[RECORDS FOR THIS EXERCISE Boundary: Start]
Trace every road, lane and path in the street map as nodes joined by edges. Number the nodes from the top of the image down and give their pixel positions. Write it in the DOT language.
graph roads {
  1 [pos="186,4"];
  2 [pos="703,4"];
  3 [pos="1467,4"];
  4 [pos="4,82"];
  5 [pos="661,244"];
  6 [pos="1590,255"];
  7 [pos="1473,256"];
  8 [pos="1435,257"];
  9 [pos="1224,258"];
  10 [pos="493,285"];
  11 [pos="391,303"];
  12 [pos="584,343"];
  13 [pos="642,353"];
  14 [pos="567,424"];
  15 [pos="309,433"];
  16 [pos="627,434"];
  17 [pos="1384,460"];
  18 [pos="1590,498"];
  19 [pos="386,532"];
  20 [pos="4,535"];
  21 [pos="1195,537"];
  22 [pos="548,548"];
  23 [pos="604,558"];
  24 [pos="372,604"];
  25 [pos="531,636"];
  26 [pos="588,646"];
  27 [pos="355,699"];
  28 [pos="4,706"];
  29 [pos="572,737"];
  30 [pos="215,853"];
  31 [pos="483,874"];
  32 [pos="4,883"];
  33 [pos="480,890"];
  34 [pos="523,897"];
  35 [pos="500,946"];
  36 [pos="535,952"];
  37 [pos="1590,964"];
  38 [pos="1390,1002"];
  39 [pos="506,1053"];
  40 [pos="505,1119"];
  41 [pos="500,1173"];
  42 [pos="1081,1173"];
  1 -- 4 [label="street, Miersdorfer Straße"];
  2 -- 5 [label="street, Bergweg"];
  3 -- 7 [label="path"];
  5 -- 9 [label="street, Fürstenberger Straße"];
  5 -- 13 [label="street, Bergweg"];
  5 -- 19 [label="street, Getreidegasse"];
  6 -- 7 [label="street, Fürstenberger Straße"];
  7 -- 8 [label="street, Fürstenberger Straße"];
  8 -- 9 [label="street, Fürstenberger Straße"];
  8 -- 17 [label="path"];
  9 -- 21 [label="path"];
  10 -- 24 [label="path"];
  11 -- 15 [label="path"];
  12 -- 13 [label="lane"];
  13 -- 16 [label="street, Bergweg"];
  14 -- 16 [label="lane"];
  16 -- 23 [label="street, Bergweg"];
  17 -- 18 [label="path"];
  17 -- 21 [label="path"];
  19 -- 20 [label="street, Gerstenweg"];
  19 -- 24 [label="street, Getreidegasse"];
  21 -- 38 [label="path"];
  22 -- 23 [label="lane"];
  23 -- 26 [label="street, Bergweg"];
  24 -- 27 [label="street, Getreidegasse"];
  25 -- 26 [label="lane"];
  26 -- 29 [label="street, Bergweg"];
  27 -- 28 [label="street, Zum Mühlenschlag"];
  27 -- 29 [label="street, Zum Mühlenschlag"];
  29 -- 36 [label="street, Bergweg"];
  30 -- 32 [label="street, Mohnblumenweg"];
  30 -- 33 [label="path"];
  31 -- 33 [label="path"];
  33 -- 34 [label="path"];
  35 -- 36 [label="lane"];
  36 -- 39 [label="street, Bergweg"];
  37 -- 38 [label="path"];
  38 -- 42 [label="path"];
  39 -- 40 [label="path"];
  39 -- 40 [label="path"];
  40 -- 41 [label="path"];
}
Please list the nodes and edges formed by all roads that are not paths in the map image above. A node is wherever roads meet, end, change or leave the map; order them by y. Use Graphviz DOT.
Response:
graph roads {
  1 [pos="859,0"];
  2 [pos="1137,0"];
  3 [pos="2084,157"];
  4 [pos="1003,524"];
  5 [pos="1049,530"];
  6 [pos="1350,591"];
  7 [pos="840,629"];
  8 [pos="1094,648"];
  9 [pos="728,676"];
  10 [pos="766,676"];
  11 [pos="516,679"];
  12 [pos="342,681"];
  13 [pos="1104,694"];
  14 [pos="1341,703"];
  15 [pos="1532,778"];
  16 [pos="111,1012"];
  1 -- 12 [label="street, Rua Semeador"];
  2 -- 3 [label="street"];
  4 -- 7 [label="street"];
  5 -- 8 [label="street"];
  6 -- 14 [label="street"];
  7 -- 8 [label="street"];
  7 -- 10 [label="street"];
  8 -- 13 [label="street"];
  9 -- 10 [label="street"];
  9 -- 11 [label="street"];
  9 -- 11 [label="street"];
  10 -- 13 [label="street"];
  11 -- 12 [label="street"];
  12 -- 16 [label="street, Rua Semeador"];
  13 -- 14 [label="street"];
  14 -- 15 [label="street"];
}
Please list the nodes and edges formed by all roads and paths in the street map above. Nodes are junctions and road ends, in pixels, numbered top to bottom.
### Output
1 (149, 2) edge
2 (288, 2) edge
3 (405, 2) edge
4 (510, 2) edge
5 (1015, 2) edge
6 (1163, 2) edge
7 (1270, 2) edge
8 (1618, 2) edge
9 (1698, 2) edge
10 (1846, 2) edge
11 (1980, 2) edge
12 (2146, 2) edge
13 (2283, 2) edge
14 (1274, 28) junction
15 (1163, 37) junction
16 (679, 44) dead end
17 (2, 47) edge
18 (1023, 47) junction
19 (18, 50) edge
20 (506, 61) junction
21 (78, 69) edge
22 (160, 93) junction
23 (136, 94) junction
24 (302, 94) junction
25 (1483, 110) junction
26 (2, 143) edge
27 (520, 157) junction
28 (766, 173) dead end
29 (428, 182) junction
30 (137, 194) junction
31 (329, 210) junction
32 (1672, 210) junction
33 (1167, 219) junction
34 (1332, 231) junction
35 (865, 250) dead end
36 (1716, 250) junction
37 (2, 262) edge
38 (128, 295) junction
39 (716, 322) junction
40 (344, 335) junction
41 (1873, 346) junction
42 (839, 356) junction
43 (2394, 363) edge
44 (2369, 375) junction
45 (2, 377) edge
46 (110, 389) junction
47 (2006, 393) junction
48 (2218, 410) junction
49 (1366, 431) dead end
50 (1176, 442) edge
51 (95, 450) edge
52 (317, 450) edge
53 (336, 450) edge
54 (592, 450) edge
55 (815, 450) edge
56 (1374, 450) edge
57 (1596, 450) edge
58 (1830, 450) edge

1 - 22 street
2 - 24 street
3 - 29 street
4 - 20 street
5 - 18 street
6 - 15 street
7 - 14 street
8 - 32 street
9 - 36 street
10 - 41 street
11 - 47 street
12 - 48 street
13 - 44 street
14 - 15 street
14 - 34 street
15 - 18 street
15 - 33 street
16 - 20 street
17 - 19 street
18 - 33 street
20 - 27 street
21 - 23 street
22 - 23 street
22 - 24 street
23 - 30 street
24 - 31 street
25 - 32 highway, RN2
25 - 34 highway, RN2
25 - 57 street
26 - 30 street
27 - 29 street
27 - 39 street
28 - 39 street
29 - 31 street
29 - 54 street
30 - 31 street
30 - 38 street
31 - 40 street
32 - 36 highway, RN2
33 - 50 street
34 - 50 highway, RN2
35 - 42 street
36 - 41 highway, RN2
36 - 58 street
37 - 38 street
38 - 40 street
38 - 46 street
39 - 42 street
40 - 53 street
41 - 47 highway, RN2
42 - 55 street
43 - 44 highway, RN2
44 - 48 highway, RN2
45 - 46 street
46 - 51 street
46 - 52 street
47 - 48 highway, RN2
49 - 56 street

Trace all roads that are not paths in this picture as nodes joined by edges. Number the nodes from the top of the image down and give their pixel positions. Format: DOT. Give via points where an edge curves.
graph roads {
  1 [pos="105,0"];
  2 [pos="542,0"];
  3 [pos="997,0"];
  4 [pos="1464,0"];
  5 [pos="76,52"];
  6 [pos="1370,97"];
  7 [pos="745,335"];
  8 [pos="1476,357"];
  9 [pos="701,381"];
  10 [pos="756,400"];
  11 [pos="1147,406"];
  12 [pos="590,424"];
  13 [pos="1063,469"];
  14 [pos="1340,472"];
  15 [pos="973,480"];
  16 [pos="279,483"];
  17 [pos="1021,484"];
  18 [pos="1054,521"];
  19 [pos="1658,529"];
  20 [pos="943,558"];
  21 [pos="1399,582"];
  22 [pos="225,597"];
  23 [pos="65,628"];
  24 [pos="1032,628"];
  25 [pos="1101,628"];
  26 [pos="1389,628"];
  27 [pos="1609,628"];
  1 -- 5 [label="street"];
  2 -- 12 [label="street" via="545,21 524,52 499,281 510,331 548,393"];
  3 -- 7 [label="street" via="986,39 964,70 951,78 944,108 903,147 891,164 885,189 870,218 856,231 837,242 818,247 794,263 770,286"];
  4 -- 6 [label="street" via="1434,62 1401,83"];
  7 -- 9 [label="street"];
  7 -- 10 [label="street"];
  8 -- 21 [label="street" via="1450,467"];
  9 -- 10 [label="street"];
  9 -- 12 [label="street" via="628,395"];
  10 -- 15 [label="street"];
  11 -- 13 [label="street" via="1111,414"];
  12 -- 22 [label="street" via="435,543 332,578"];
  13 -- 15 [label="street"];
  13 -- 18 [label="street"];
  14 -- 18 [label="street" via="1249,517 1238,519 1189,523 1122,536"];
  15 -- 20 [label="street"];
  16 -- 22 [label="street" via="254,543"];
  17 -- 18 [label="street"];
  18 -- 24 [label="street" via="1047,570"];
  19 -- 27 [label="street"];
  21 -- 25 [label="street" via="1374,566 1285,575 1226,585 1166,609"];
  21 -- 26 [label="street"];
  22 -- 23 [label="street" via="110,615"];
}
[RECORDS FOR THIS EXERCISE Boundary: End]
_WHAT YOU SHOULD DO_.
Print exactly the lines above, between the one holding "Please list the nodes and edges formed by all roads that" and the one holding "Please list the nodes and edges formed by all roads and", inclusive, and nothing besides.

_EXERCISE OUTPUT_.
Please list the nodes and edges formed by all roads that are not paths in the map image above. A node is wherever roads meet, end, change or leave the map; order them by y. Use Graphviz DOT.
Response:
graph roads {
  1 [pos="859,0"];
  2 [pos="1137,0"];
  3 [pos="2084,157"];
  4 [pos="1003,524"];
  5 [pos="1049,530"];
  6 [pos="1350,591"];
  7 [pos="840,629"];
  8 [pos="1094,648"];
  9 [pos="728,676"];
  10 [pos="766,676"];
  11 [pos="516,679"];
  12 [pos="342,681"];
  13 [pos="1104,694"];
  14 [pos="1341,703"];
  15 [pos="1532,778"];
  16 [pos="111,1012"];
  1 -- 12 [label="street, Rua Semeador"];
  2 -- 3 [label="street"];
  4 -- 7 [label="street"];
  5 -- 8 [label="street"];
  6 -- 14 [label="street"];
  7 -- 8 [label="street"];
  7 -- 10 [label="street"];
  8 -- 13 [label="street"];
  9 -- 10 [label="street"];
  9 -- 11 [label="street"];
  9 -- 11 [label="street"];
  10 -- 13 [label="street"];
  11 -- 12 [label="street"];
  12 -- 16 [label="street, Rua Semeador"];
  13 -- 14 [label="street"];
  14 -- 15 [label="street"];
}
Please list the nodes and edges formed by all roads and paths in the street map above. Nodes are junctions and road ends, in pixels, numbered top to bottom.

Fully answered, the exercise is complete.